Parte 1
"Amanhã morrerei, e hoje preciso de aliviar a alma."
Edgar Allan Poe
"Ela acordou, de cara voltada para as estrelas desenhadas no teto do quarto, esbatidas pela luz da manhã. Nela, um fio de suor entre os seios leitosos, as pernas envolvidas no cetim rosa e os braços atirados em preguiça.
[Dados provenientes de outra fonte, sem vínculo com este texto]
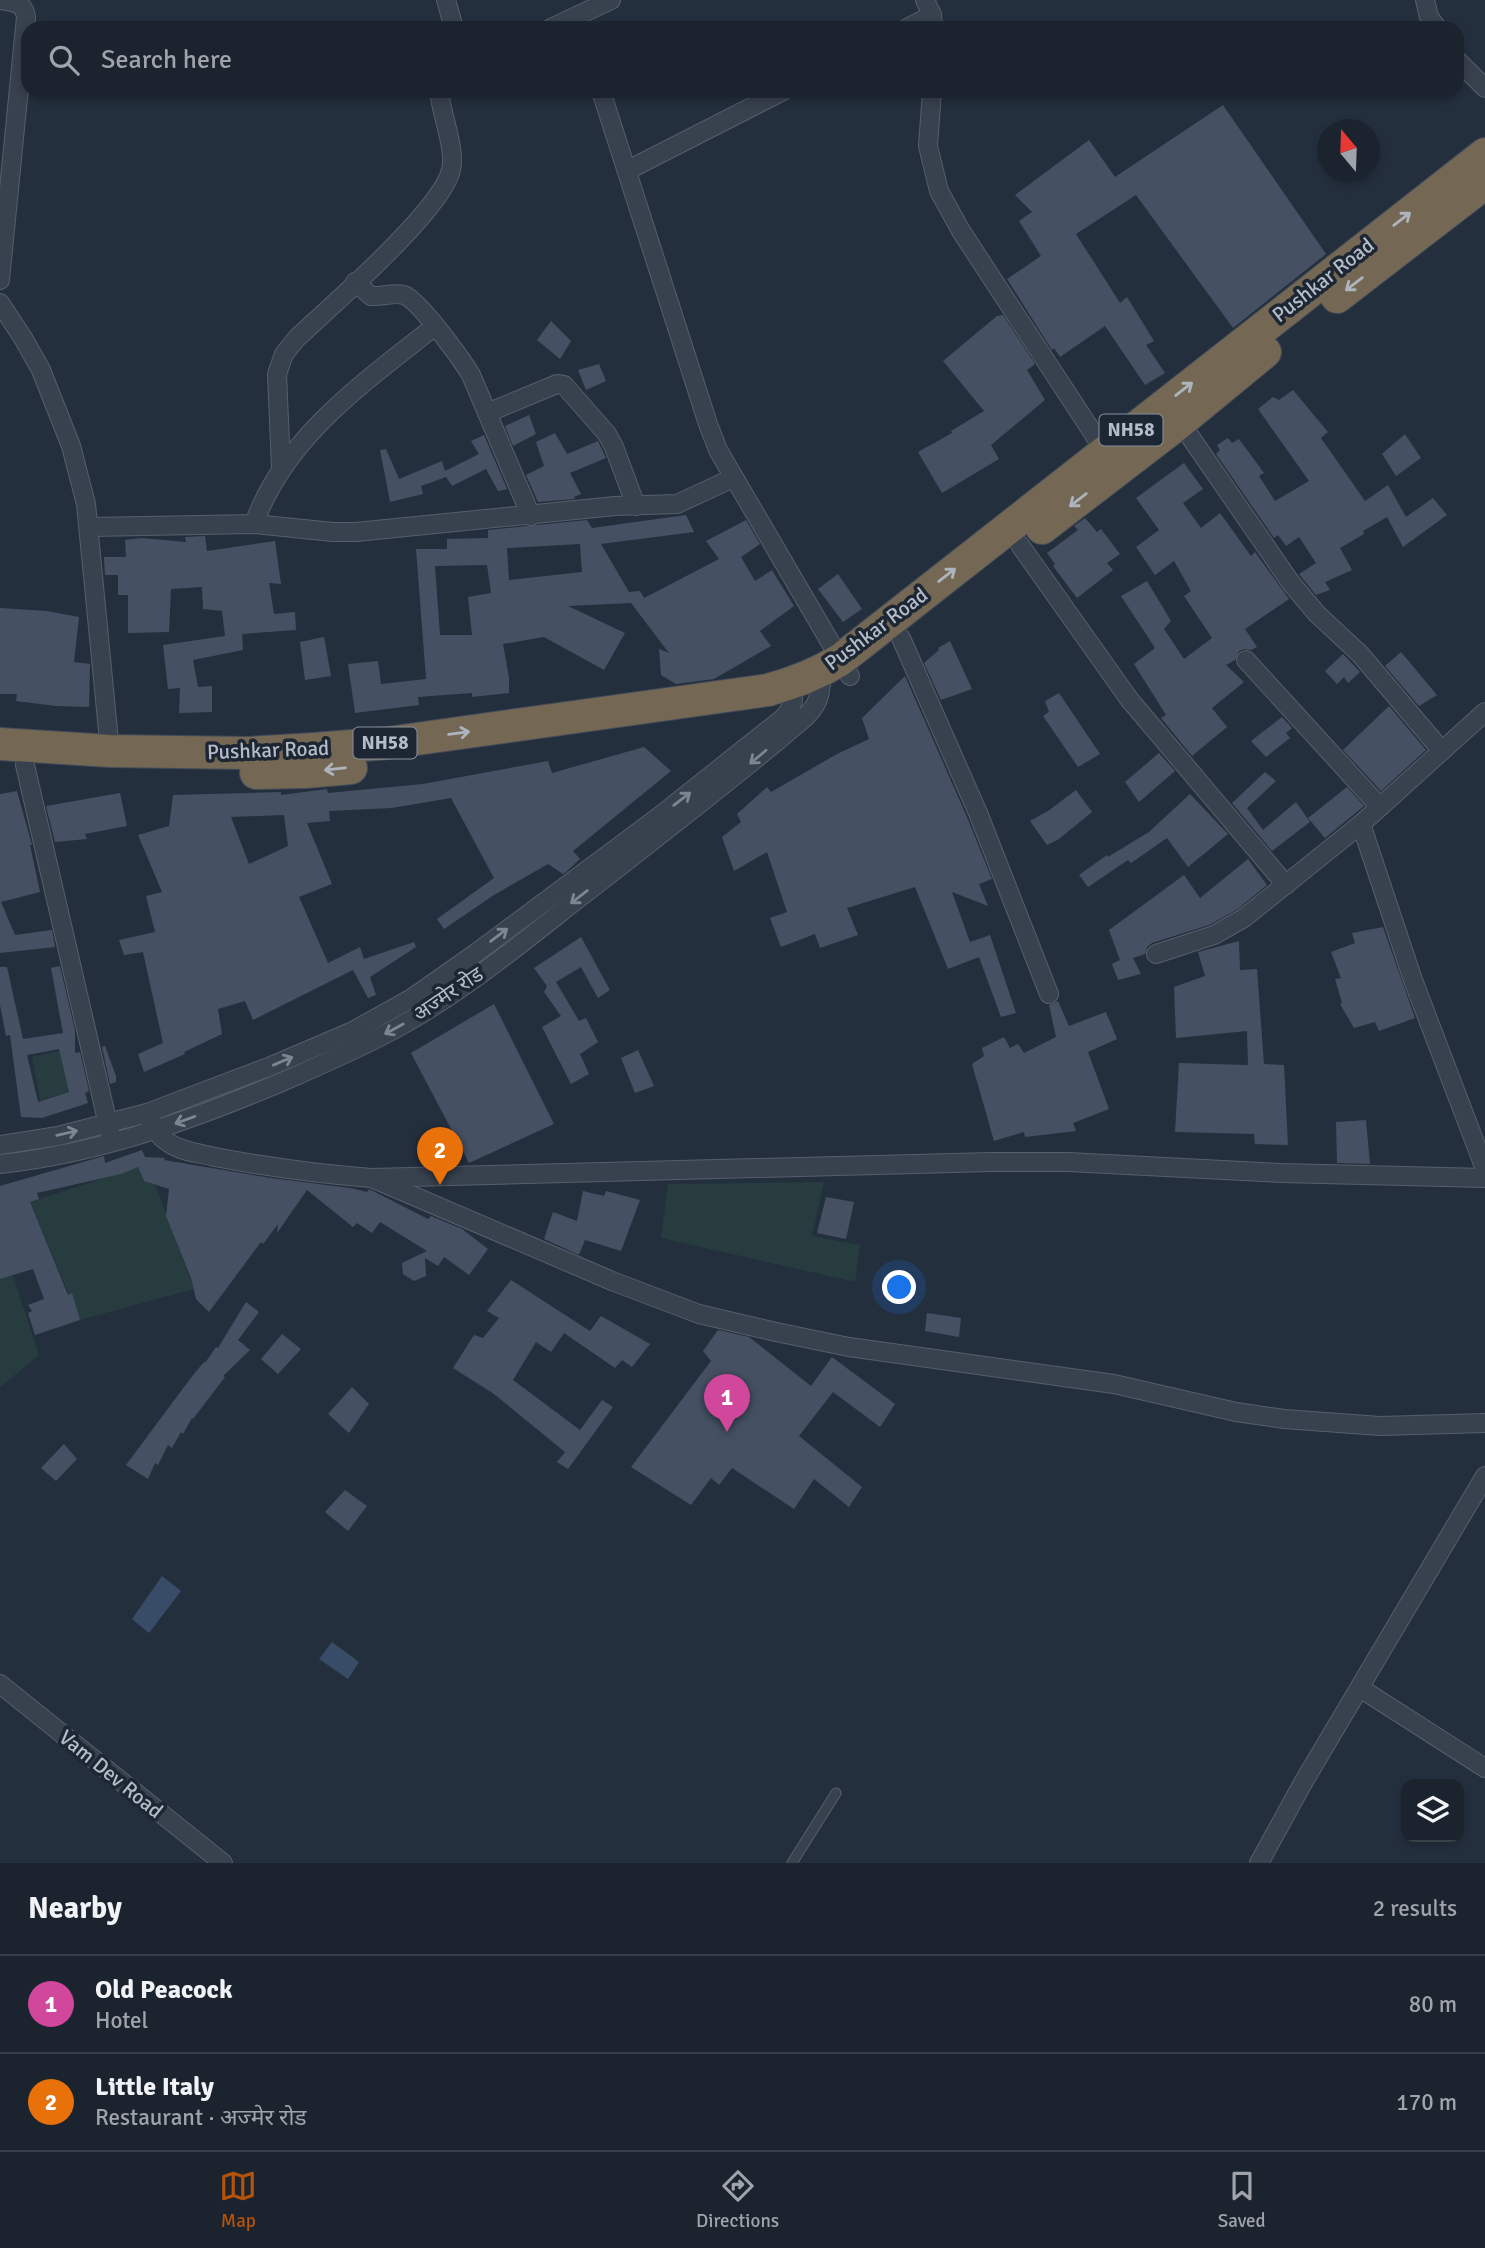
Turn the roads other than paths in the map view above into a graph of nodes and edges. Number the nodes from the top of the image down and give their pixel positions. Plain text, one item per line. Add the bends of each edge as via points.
1 (0, 0) edge
2 (446, 0) edge
3 (611, 0) edge
4 (1425, 0) edge
5 (26, 21) edge
6 (452, 21) edge
7 (581, 21) edge
8 (1432, 21) edge
9 (21, 62) edge
10 (1464, 67) edge
11 (1485, 88) edge
12 (439, 98) edge
13 (603, 98) edge
14 (769, 98) edge
15 (931, 98) edge
16 (1485, 154) edge
17 (628, 170) junction
18 (1485, 183) edge
19 (3, 224) edge
20 (0, 279) edge
21 (355, 282) junction
22 (0, 303) edge
23 (435, 326) junction
24 (487, 413) junction
25 (1180, 422) junction
26 (1111, 460) junction
27 (281, 467) junction
28 (733, 478) junction
29 (636, 506) junction
30 (531, 516) junction
31 (254, 524) junction
32 (90, 527) junction
33 (1020, 545) junction
34 (901, 638) junction
35 (1246, 660) dead end
36 (820, 680) junction
37 (1485, 712) edge
38 (0, 744) edge
39 (110, 751) junction
40 (1442, 751) junction
41 (13, 764) edge
42 (1380, 807) junction
43 (1361, 824) junction
44 (1286, 885) junction
45 (1156, 954) dead end
46 (1049, 994) dead end
47 (416, 1006) junction
48 (147, 1113) junction
49 (109, 1124) junction
50 (155, 1130) junction
51 (111, 1142) junction
52 (0, 1145) edge
53 (0, 1164) edge
54 (1485, 1169) edge
55 (371, 1178) junction
56 (1485, 1178) edge
57 (1485, 1423) edge
58 (1485, 1476) edge
59 (0, 1684) edge
60 (1360, 1688) junction
61 (1485, 1768) edge
62 (836, 1793) dead end
63 (223, 1863) edge
64 (792, 1863) edge
65 (1259, 1863) edge

1 - 5 street via 20,4
2 - 6 street
3 - 7 street
4 - 8 street
9 - 19 street
10 - 11 street
12 - 21 street via 452,152 451,170 442,190
13 - 17 street
14 - 17 street
15 - 26 street via 928,146 939,191 961,232
26 -> 16 highway, Pushkar Road / NH58
17 - 28 street via 708,425
18 -> 25 highway, Pushkar Road / NH58
19 - 20 street
21 - 23 street via 371,296 405,295
21 - 27 street via 284,354 277,374
22 - 32 street via 41,370 71,446
23 - 24 street via 463,362
23 - 27 street via 346,398
24 - 29 street via 564,385 614,447
24 - 30 street
25 - 26 highway, Pushkar Road / NH58
25 - 40 street via 1291,583 1360,654
26 -> 33 highway, Pushkar Road / NH58
36 -> 26 highway, Pushkar Road / NH58
27 - 31 street via 263,496
28 - 29 street via 677,504
28 - 36 street
29 - 30 street
30 - 31 street via 356,532
31 - 32 street
32 - 39 street
33 - 34 highway, Pushkar Road / NH58
33 - 44 street via 1129,699
34 - 36 highway, Pushkar Road / NH58
34 - 46 street via 978,813
35 - 42 street
39 -> 36 highway, Pushkar Road / NH58 via 247,753 388,743
36 -> 41 highway, Pushkar Road / NH58 via 660,726 305,772 211,774
47 -> 36 street, अज्मेर रोड via 783,718
36 -> 47 street, अज्मेर रोड via 818,702 752,762 482,972
37 - 40 street
38 - 39 highway, Pushkar Road / NH58
40 - 42 street
41 - 49 street
42 - 43 street
43 - 44 street
43 - 54 street via 1413,980
44 - 45 street via 1230,928
48 -> 47 street, अज्मेर रोड
47 -> 50 street, अज्मेर रोड via 351,1051
48 - 49 street, अज्मेर रोड
48 - 50 street
49 - 51 street
52 -> 49 street, अज्मेर रोड
50 - 51 street, अज्मेर रोड
50 - 55 street via 179,1149 248,1164
51 - 53 street, अज्मेर रोड
55 - 56 street via 1068,1162
55 - 57 street via 687,1310 776,1332 849,1347 1114,1384 1284,1419 1380,1426
58 - 60 street
59 - 63 street, Vam Dev Road
60 - 61 street
60 - 65 street
62 - 64 lane

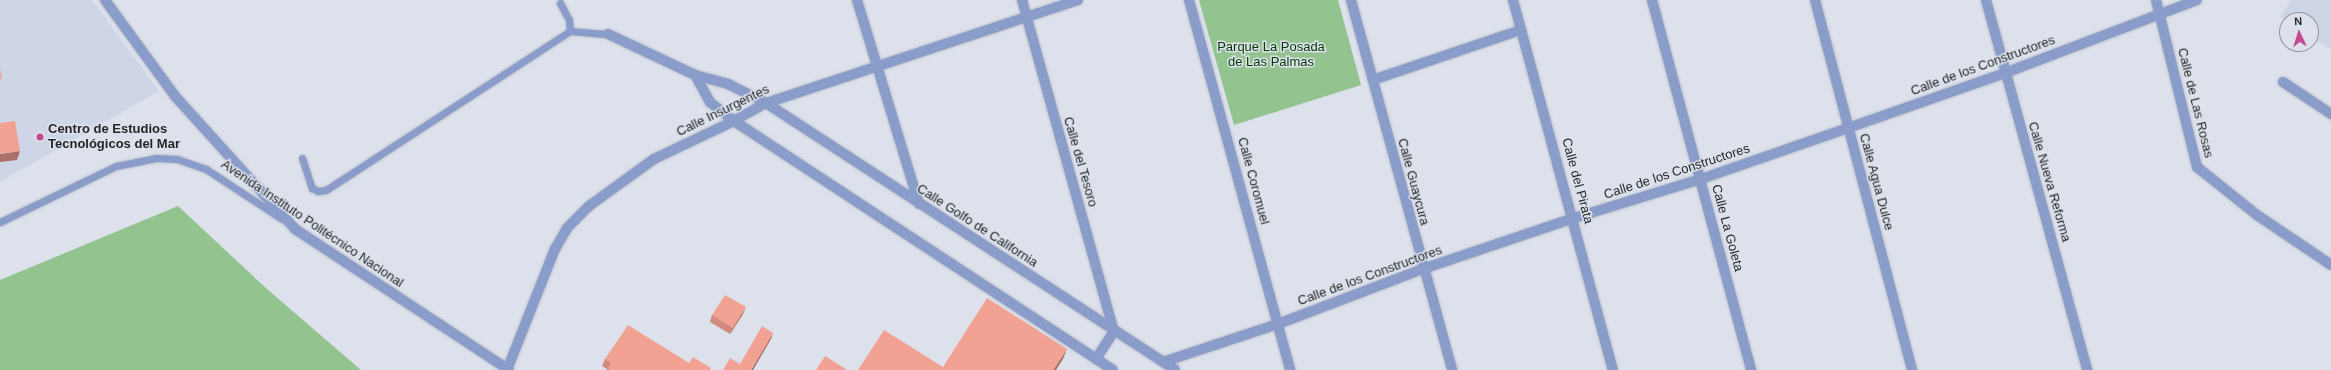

Sentou-se na borda da cama, de costas voltadas para o calor expirado pela janela entreaberta, e de frente para a porta branca do armário fechado. "Mais um dia", pensou.
Levantou-se e despiu a t-shirt branca, larga e de opacidade nua que revelava os tons da sua pele. Tomou um duche, namorando a água morna da cabeça aos pés. Passou a mão no espelho embaciado, evitando qualquer contacto visual com o seu reflexo; pegou na toalha que comprou no seu aniversário e enrolou-se; enrolou também o longo cabelo dourado, despenteado e ensopado. Tentou secar-se, mas a toalha nova não lhe sugou toda a água do corpo, deixando-lhe a pele húmida e brilhante enquanto percorria os contrastes da casa.
Já de roupa vestida e de estojo de maquilhagem na mão, cruzou-se com o espelho: no rosto, o creme, o eyeliner, o blush e o rímel mascaram as noites fechadas à sua volta, onde permanece acordada na escuridão até esta se ir embora. Penteou o cabelo na frente daquela estranha refletida, que a fitou o tempo todo: as expressões da pele frágil de pelo louro e os cachos pendentes de tons reluzentes, os maneirismos em cada gesto rotineiro. No final, "Mais um dia", convenceu-se, em pose artificial."